If I hadn't taken The Triumphant Reign of Henry VIII I would never have truly understood how the robust and pleasant young Henry morphed into the seemingly cold-blooded monster who approved the beheading of two of his wives.
I learned, in the Victorians and Their World, that the people of England in the late years of the reign of Queen Victoria were not the prissy prudes we think them today...and that the idea that they covered their piano legs in pantaloons is an urban myth.
Not all classes are set in classrooms. With the Road Scholar The Best of Times: Charles Dickens at 200 course, I spent a lot of time touring museums, and the places where Dickens was born, lived, and loved.

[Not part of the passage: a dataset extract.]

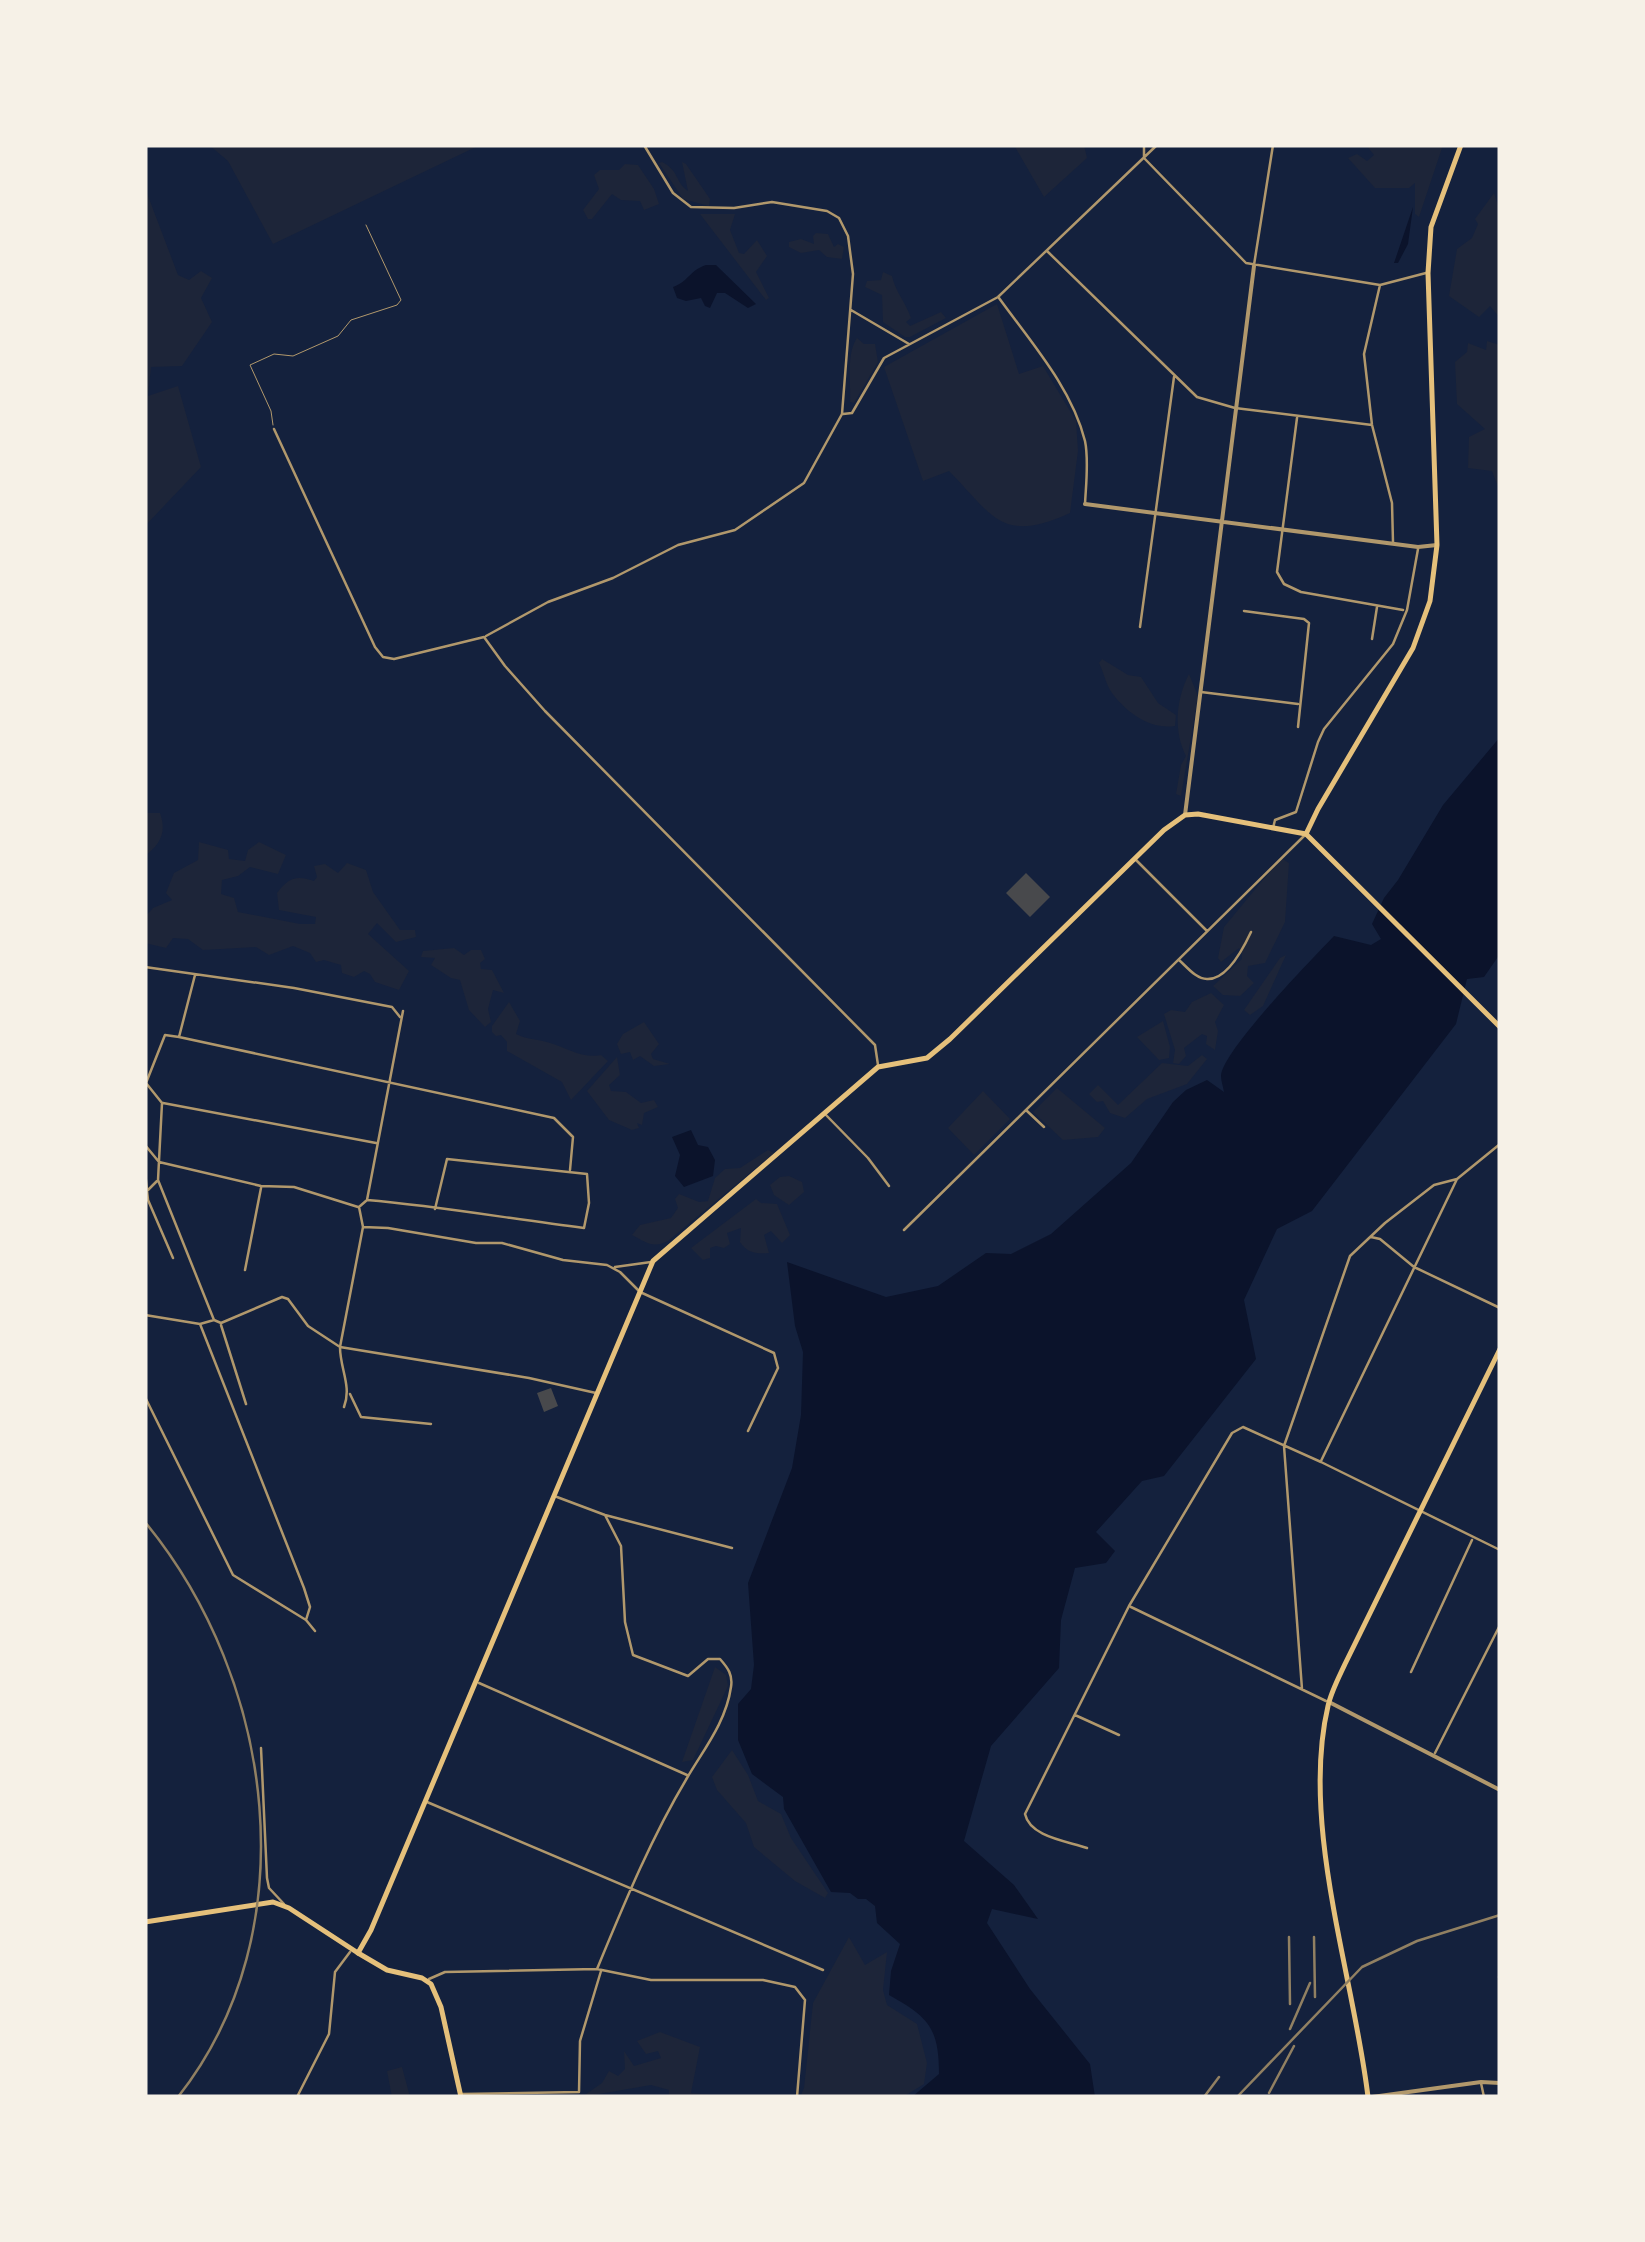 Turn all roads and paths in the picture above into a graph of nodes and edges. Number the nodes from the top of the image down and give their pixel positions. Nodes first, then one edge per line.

Next week for the first time I'll enjoy The Oxford Experience.About.Com describes this as:
Studying and living in the lap of history
The seminars take place at Christ Church, a college founded by Cardinal Wolsey in the 16th century. Not only do participants study in this prestigious college, they also stay in Christ Church student accommodation and dine in Christ Church's Hall, lined with portraits of former students - W.H. Auden, William Penn, Lewis Carroll, John Wesley, John Locke and William Gladstone among them. Once a week, each student is invited to dine at the High Table. There is also a champagne reception in Christ Church Cathedral Garden and a farewell celebration dinner in the Hall.
The course I'm enrolled in, History of the English Language, covers these topics:
- Theories on the origin of language, and the place of English in the Indo-European family, how it came to the British Isles and a survey of development of modern English
- Vocabulary and word formation - where the words we use come from
- How meaning and expression changes...we'll look at passages from Shakespeare and others and learn what they really meant to say
- How dictionaries and language reference books are put together...where we get our ideas of "good" and "bad" English...field trip to OED (Oxford English Dictionaries)
- The varieties of English, how if varies in different countries, and the difference between written and spoken English
Evenings? On Saturday night I'll attend the musical, Joseph and the Amazing Technicolor Raincoat, and on Tuesday, the Globe Theater Company production at the Bodleian Library of The Taming of the Shrew.
No, I won't sip any Mai Tais, but I'll bet that Oxford, like Cambridge, has plenty of cider on tap, including my favorite Old Rosie. And rather than bringing home a sunburn, I'll have new international friends to add to my Facebook circle.
Oh, and I bought a new little black dress to wear the night I get to sit at High Table.